» WORK REQUIRED
Restate the whole listing exactly, leaving nothing out.

┌─ AVAILABLE DATA

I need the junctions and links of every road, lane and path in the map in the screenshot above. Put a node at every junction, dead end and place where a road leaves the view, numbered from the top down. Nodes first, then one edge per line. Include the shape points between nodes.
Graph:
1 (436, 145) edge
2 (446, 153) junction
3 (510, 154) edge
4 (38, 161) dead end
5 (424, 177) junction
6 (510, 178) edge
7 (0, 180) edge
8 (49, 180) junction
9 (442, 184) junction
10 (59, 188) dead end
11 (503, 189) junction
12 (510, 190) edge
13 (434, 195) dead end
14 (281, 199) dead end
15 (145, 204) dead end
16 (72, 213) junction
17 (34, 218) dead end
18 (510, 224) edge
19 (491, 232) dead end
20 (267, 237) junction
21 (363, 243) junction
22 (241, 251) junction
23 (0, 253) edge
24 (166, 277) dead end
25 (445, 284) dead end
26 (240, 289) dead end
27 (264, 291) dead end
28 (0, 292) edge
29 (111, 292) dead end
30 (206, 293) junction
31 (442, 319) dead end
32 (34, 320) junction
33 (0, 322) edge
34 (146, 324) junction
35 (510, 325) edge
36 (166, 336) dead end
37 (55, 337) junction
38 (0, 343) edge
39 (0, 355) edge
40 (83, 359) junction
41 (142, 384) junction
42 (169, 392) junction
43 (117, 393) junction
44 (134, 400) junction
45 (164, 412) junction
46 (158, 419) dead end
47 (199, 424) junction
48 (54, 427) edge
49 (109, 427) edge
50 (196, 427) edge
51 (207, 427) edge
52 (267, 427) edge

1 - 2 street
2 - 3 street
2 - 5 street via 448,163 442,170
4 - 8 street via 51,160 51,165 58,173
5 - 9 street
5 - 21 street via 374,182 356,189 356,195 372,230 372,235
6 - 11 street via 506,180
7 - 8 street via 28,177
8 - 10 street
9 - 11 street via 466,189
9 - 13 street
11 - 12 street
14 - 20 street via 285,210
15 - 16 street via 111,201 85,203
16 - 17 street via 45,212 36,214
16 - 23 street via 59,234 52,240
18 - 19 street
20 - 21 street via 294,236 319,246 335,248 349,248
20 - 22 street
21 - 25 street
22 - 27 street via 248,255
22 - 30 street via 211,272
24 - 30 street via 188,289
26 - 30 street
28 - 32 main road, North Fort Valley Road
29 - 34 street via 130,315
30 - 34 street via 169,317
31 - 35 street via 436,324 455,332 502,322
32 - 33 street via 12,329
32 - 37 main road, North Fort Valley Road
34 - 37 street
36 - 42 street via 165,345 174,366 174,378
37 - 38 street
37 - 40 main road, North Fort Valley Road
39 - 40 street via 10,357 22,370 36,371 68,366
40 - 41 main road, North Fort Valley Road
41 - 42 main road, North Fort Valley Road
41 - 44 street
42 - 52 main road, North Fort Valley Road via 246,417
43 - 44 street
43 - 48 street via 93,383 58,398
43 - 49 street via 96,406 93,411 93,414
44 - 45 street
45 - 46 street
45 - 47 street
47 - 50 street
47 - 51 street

└─

» OUTPUT OF THE TASK
I need the junctions and links of every road, lane and path in the map in the screenshot above. Put a node at every junction, dead end and place where a road leaves the view, numbered from the top down. Nodes first, then one edge per line. Include the shape points between nodes.
Graph:
1 (436, 145) edge
2 (446, 153) junction
3 (510, 154) edge
4 (38, 161) dead end
5 (424, 177) junction
6 (510, 178) edge
7 (0, 180) edge
8 (49, 180) junction
9 (442, 184) junction
10 (59, 188) dead end
11 (503, 189) junction
12 (510, 190) edge
13 (434, 195) dead end
14 (281, 199) dead end
15 (145, 204) dead end
16 (72, 213) junction
17 (34, 218) dead end
18 (510, 224) edge
19 (491, 232) dead end
20 (267, 237) junction
21 (363, 243) junction
22 (241, 251) junction
23 (0, 253) edge
24 (166, 277) dead end
25 (445, 284) dead end
26 (240, 289) dead end
27 (264, 291) dead end
28 (0, 292) edge
29 (111, 292) dead end
30 (206, 293) junction
31 (442, 319) dead end
32 (34, 320) junction
33 (0, 322) edge
34 (146, 324) junction
35 (510, 325) edge
36 (166, 336) dead end
37 (55, 337) junction
38 (0, 343) edge
39 (0, 355) edge
40 (83, 359) junction
41 (142, 384) junction
42 (169, 392) junction
43 (117, 393) junction
44 (134, 400) junction
45 (164, 412) junction
46 (158, 419) dead end
47 (199, 424) junction
48 (54, 427) edge
49 (109, 427) edge
50 (196, 427) edge
51 (207, 427) edge
52 (267, 427) edge

1 - 2 street
2 - 3 street
2 - 5 street via 448,163 442,170
4 - 8 street via 51,160 51,165 58,173
5 - 9 street
5 - 21 street via 374,182 356,189 356,195 372,230 372,235
6 - 11 street via 506,180
7 - 8 street via 28,177
8 - 10 street
9 - 11 street via 466,189
9 - 13 street
11 - 12 street
14 - 20 street via 285,210
15 - 16 street via 111,201 85,203
16 - 17 street via 45,212 36,214
16 - 23 street via 59,234 52,240
18 - 19 street
20 - 21 street via 294,236 319,246 335,248 349,248
20 - 22 street
21 - 25 street
22 - 27 street via 248,255
22 - 30 street via 211,272
24 - 30 street via 188,289
26 - 30 street
28 - 32 main road, North Fort Valley Road
29 - 34 street via 130,315
30 - 34 street via 169,317
31 - 35 street via 436,324 455,332 502,322
32 - 33 street via 12,329
32 - 37 main road, North Fort Valley Road
34 - 37 street
36 - 42 street via 165,345 174,366 174,378
37 - 38 street
37 - 40 main road, North Fort Valley Road
39 - 40 street via 10,357 22,370 36,371 68,366
40 - 41 main road, North Fort Valley Road
41 - 42 main road, North Fort Valley Road
41 - 44 street
42 - 52 main road, North Fort Valley Road via 246,417
43 - 44 street
43 - 48 street via 93,383 58,398
43 - 49 street via 96,406 93,411 93,414
44 - 45 street
45 - 46 street
45 - 47 street
47 - 50 street
47 - 51 street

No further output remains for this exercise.